Eliezer told reporters following the destruction of the camp, “there are points we don’t want Palestinians to return to.” “This is a clear act of defense,” he added.
But Eliezer’s self defense strategy was narrated differently by a camp resident, Imad Abu Namous, whose home was leveled an hour after midnight.
“We started running from our homes, while they were firing toward us and bulldozers started destroying our homes without giving us warning, without giving us a chance to take out some clothes and furniture,” he lamented.
A 9-year-old boy, Osama Hassouneh wept as he stood by the rubble of his home. “I lost my toy car. I hate them the Israelis,” he sobbed as he held on a melted red piece of plastic his father bought him in his way back from his pilgrimage to Makkah. 30 homes were destroyed that night, two people killed and dozens injured.

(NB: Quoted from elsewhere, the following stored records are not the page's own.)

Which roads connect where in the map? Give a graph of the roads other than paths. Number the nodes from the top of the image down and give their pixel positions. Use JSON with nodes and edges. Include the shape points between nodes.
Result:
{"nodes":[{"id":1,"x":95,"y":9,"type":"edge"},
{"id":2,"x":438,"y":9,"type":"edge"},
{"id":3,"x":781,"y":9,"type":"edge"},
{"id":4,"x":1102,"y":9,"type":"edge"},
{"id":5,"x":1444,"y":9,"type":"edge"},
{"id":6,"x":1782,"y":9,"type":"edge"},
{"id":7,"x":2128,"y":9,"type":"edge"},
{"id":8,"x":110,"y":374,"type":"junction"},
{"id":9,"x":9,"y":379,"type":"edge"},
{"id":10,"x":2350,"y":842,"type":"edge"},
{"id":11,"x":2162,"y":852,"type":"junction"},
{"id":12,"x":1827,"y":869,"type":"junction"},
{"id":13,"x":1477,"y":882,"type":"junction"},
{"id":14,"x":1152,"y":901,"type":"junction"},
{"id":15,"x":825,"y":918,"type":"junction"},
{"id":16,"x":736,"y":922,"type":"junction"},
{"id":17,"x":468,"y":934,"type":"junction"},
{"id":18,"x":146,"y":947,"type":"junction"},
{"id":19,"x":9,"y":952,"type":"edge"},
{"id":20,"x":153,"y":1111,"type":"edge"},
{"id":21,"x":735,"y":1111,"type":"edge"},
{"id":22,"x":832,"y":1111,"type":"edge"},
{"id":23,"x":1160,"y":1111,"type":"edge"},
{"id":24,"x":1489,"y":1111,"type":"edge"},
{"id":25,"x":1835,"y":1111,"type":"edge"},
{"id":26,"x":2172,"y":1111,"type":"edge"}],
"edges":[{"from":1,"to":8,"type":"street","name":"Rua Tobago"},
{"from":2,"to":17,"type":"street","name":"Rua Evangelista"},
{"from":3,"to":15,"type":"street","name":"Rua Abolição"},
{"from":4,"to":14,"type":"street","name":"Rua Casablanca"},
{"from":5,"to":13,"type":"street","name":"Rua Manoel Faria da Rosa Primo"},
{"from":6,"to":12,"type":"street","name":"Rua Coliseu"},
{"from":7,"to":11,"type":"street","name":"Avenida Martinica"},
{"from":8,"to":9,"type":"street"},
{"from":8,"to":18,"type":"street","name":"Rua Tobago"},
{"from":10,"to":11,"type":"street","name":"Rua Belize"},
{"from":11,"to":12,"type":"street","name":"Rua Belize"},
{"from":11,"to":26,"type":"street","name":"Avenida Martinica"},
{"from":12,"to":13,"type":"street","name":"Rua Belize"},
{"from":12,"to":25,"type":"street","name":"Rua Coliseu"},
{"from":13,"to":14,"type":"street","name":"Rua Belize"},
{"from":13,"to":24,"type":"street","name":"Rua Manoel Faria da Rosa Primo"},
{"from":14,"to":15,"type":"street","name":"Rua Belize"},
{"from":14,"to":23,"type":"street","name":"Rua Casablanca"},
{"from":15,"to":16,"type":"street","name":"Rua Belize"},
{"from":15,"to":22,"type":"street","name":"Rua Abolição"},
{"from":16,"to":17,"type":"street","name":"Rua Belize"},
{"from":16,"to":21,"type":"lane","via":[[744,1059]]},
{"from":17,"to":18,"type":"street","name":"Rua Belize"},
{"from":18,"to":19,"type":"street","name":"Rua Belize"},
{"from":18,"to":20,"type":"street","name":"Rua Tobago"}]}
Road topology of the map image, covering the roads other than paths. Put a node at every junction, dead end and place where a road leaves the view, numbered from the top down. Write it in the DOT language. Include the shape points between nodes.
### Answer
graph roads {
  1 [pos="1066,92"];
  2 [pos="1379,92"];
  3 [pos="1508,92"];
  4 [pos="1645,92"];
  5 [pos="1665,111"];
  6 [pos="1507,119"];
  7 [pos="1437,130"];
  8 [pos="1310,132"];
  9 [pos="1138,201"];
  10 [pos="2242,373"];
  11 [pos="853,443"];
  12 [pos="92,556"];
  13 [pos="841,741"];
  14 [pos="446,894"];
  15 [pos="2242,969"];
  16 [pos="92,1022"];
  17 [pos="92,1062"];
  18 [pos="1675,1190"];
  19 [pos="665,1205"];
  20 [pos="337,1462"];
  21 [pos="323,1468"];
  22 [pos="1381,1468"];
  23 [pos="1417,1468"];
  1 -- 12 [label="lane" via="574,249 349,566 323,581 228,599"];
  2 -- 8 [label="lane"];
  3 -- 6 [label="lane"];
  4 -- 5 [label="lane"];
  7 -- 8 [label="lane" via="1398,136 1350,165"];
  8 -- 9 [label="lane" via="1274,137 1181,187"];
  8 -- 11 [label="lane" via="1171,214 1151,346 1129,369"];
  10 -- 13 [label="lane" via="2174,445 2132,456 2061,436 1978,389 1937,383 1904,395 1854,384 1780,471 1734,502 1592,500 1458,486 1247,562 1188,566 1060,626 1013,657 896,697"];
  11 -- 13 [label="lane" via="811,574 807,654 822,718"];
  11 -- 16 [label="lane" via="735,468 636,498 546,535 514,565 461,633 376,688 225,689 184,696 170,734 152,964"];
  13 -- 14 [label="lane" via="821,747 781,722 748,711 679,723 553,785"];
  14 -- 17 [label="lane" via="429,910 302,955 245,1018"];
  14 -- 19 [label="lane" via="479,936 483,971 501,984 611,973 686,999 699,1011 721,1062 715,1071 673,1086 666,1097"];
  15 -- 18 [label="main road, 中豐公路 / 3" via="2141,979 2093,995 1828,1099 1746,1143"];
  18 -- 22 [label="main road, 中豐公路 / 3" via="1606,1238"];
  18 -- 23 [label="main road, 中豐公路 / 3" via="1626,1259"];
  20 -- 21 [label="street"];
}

Yet they returned the next morning, salvaging half-burnt blankets, pots and pans and pillows. Some gazed at the wreckage, pondering how they could find the strength to start all over, and others cried from a nightmare from which they may never recover. But it’s Khan Yunis refugee camp, a place so dignified and so proud that it could never kneel to its invaders. Israel worked hard to destroy the camp that night. Collective efforts of dedicated soldiers and settlers succeeded in ruining an entire neighborhood.
Yet as a TV camera wandered around, it paused as it reached a single wall that was still standing, filled with colorful graffiti, images drawn with the colors of the Palestinian flag.
It was a picture of a fist, breaking chains and bursting out of the ground. And a tree, its trunk shaped as a face of an innocent boy, and the roots were human arms holding tight to the soil.
And below, a short statement in Arabic read, “like the trees we die standing.”